Monitoring subsystem was added to Elliptics server for tracking state of the server and for determining how fast it handles commands or why it stuck on some command. Monitoring statistics is available via simple REST API on monitor port. Statistics can be request for one of the existing categories:

  • ALL - all available statistics, collected from all categories;
  • CACHE - internal cache statistics;
  • IO_QUEUE - statistics of queries: input of clients requests and outputs of replies;
  • COMMANDS - handled commands statistics: summary properties of all commands and history of handled commands with parameters
  • IO_HISTOGRAMS - 2D histograms for handled READ, WRITE, INDEX_UPDATE and INDEX_UPDATE_INTERNAL commands.

For monitoring categories details looks to statistics data format

Monitoring configuration

To turn on monitoring the “monitor_port” parameter should be specified in dnet_ioserv config file. If it isn't specified or if it is equal to zero the monitoring subsystem wouldn't created and initialised. If it is specified monitoring will be initialised for listening incoming connection on “monitor_port”.

Simple REST API

Monitoring includes simple implementation of REST API HTTP 1.0 from incoming connections. It receives packet and tries to grab URI from first line and match it to one of the existing categories or to request the list of existing categories. If first line of request is bad formatted then monitoring will reply with the HTTP 400 response. If request contains URI of unknown category then monitoring will reply with the HTTP 404 response. Otherwise monitoring will reply with the HTTP 200 response with statistics json or list of existing categories.
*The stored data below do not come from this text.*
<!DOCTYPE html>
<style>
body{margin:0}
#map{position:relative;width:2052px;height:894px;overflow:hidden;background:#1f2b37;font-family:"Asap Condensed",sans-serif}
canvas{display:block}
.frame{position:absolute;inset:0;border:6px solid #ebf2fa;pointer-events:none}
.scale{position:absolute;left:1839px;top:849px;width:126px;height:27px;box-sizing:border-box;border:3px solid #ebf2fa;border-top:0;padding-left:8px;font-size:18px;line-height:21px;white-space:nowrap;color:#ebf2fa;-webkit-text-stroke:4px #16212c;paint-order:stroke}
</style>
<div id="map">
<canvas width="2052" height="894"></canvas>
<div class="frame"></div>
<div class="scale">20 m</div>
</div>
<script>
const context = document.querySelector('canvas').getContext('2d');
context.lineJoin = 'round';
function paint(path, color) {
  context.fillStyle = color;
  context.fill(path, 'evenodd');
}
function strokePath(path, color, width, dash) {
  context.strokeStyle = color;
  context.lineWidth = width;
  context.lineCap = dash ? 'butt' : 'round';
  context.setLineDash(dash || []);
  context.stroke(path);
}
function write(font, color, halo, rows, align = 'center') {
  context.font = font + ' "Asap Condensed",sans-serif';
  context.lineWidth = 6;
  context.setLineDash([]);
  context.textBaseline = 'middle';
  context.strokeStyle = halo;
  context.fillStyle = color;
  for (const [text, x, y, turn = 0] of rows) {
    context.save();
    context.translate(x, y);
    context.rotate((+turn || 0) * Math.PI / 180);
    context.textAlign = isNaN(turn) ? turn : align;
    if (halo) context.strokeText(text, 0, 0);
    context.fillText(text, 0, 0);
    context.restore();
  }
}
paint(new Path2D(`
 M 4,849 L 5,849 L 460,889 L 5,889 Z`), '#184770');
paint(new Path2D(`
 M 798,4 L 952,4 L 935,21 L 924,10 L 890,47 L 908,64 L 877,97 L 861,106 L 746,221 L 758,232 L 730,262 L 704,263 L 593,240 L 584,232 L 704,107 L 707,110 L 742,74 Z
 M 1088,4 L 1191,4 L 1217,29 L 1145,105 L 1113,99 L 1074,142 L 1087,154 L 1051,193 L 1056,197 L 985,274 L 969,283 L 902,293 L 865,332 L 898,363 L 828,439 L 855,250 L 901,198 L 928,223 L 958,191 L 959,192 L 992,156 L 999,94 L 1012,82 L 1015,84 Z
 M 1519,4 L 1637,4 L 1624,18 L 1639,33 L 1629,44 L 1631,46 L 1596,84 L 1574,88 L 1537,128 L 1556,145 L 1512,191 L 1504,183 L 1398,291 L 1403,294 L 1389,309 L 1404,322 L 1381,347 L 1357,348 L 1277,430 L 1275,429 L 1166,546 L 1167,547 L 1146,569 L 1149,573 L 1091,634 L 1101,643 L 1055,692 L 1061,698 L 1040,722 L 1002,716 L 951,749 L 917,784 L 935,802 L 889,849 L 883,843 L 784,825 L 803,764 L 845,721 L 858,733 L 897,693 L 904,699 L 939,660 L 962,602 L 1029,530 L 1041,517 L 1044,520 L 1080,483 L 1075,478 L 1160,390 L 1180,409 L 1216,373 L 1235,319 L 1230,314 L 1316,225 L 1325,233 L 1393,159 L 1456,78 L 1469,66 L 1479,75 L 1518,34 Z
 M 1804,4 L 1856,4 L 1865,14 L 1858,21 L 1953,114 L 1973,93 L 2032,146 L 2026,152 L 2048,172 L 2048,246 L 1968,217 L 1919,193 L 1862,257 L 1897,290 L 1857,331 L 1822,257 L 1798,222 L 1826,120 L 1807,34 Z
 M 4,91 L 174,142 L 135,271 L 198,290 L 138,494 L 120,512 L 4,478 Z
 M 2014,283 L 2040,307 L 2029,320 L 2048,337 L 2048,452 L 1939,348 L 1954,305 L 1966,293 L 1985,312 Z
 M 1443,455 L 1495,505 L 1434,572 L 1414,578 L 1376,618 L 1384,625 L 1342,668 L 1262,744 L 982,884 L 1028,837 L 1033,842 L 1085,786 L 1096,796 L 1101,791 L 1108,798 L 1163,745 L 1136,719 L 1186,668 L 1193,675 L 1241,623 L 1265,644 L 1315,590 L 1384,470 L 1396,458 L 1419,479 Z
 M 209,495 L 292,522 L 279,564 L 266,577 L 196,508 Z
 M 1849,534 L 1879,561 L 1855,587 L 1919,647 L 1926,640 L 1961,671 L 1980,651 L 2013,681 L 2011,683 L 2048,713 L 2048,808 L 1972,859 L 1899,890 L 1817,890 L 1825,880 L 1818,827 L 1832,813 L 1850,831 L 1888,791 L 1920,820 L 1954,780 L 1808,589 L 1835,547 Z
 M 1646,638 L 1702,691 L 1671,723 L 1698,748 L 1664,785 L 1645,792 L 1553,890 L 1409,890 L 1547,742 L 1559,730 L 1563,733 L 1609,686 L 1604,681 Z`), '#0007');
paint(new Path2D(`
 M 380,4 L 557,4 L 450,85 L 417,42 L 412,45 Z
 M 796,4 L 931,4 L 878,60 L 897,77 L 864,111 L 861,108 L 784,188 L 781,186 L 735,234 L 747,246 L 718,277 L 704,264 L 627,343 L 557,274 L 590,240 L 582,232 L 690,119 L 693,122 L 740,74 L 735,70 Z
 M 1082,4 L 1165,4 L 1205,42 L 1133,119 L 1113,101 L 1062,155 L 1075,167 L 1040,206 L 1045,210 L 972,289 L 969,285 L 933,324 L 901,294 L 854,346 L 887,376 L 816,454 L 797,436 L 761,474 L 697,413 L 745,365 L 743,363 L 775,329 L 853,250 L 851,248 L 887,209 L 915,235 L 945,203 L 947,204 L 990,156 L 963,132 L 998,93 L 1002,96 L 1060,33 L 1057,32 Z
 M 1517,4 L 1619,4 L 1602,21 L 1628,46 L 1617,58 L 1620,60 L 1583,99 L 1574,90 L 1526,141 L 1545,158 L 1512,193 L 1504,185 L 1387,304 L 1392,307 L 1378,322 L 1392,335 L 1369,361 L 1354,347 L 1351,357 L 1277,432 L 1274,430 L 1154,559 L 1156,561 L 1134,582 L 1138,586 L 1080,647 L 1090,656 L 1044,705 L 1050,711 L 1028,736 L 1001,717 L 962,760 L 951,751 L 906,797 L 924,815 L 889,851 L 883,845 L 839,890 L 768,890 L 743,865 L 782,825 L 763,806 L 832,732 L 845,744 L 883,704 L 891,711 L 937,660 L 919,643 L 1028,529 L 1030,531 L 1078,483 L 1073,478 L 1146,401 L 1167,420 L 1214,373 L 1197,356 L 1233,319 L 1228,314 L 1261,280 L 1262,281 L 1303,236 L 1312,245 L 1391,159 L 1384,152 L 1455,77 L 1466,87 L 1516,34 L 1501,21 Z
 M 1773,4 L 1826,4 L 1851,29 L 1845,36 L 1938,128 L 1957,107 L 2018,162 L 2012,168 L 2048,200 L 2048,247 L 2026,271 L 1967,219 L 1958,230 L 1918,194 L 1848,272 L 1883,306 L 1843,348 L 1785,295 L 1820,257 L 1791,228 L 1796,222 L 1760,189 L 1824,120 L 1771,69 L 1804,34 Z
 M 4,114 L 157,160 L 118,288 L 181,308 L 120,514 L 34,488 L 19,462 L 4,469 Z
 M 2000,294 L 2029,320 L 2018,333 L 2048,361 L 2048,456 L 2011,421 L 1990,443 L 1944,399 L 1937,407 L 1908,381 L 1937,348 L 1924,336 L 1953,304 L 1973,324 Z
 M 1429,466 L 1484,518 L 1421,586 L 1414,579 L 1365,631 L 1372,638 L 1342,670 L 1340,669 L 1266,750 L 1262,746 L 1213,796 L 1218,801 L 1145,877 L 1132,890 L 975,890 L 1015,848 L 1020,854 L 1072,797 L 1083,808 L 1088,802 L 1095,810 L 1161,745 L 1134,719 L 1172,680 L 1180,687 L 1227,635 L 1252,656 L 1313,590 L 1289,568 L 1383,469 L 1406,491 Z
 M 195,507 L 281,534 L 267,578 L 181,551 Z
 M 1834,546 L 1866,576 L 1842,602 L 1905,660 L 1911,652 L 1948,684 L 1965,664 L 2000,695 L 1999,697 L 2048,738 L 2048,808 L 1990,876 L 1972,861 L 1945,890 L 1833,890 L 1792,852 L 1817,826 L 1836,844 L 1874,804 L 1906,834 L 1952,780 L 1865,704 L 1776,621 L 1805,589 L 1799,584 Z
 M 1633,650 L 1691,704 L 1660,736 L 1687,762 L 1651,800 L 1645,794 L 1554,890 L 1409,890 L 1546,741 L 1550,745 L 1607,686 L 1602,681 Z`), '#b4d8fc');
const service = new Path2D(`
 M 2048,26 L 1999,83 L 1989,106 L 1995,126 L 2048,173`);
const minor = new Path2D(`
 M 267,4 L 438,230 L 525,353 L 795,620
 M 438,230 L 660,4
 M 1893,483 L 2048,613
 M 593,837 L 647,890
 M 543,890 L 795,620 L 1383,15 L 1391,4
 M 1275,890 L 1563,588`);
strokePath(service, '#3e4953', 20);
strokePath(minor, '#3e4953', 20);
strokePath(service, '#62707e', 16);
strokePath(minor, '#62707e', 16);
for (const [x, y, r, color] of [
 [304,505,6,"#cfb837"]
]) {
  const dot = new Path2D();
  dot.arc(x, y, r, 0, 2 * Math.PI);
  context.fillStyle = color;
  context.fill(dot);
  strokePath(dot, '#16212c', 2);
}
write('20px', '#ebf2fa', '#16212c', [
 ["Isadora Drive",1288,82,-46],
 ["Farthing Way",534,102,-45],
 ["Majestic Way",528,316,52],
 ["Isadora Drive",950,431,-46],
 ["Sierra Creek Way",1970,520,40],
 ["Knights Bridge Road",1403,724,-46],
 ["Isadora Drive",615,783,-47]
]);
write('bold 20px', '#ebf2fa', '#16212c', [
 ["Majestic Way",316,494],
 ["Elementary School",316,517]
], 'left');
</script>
It is important to understand that monitoring HTTP server is very simple, it doesn't validate all packet and doesn't supports any headers, it just gets first line, skips “GET” and parse URI.

It is OK to use some commandline tool for getting statistics from monitoring like curl, wget etc.

$ curl hostname:20000/list
$ curl hostname:20000/all

JSON statistics format

All responses on monitoring statistics request have HTTP 200 JSON output format. Root json element has 'time' field and one field per requested category. 'time' field contains time was past from previous statistics request.

ALL statistics format

ALL statistics it is combined statistics of all categories. It looks like:

{
"cache": {...}, // CACHE statistics
"io_queue_stat": {...}, // IO_QUEUE statistics
"commands_stat": {...}, // 'commands_stat' part of COMMANDS statistics
"history_stat": {...}, // 'history_stat' part of COMMANDS statistics
"histogram": {...} // IO_HISTOGRAMS statistics
}

CACHE statistics format

CACHE statistics includes different properties of how cache is working. Its element names 'cache' and looks like:

"cache": {
    "number_of_objects": 0, // number of objects in cache
    "size_of_objects": 0, // size of all objects in cache
    "number_of_objects_marked_for_deletion": 0, // number of objects marked for deletion which would be deleted soon
    "size_of_objects_marked_for_deletion": 0, // size of objects marked for deletion
    "total_lifecheck_time": 1664569,
    "total_write_time": 0,
    "total_read_time": 0,
    "total_remove_time": 0,
    "total_lookup_time": 0,
    "total_resize_time": 0,
    "caches": [ // per cache statistics, be default cache consists of 16 independent caches
        { // statistics of first of 16 independent cache
            "number_of_objects": 0,    // number of objects in the independent cache
            "size_of_objects": 0, // size of objects in the independent cache
            "number_of_objects_marked_for_deletion": 0, // number of objects marked for deletion in the independent cache
            "size_of_objects_marked_for_deletion": 0, // size of objects marked for deletion in the independent cache
            "total_lifecheck_time": 107405,
            "total_write_time": 0,
            "total_read_time": 0,
            "total_remove_time": 0,
            "total_lookup_time": 0,
            "total_resize_time": 0
        },
        ... // the same statistics for the rest 15 independent caches.
    ]
}

IO_QUEUE statistics format

IO_QUEUE statistics include information about input (later output will be provided too) queue and how many packets was queued before handling. Its element names 'io_queue_stat' and looks like:

"io_queue_stat": {
    "size": 0, // current size of input io queue
    "volume": 0, //
    "min": 0, // minimum size of input io queue from the last io queue statistics request
    "max": 0, // maximum size of input io queue from the last io queue statistics request
    "time": 1390827940905268 // time from the last io queue statistics request
}

COMMANDS statistics format

COMMANDS statistics consists of two elements: 'commands_stat' and 'history_stat'.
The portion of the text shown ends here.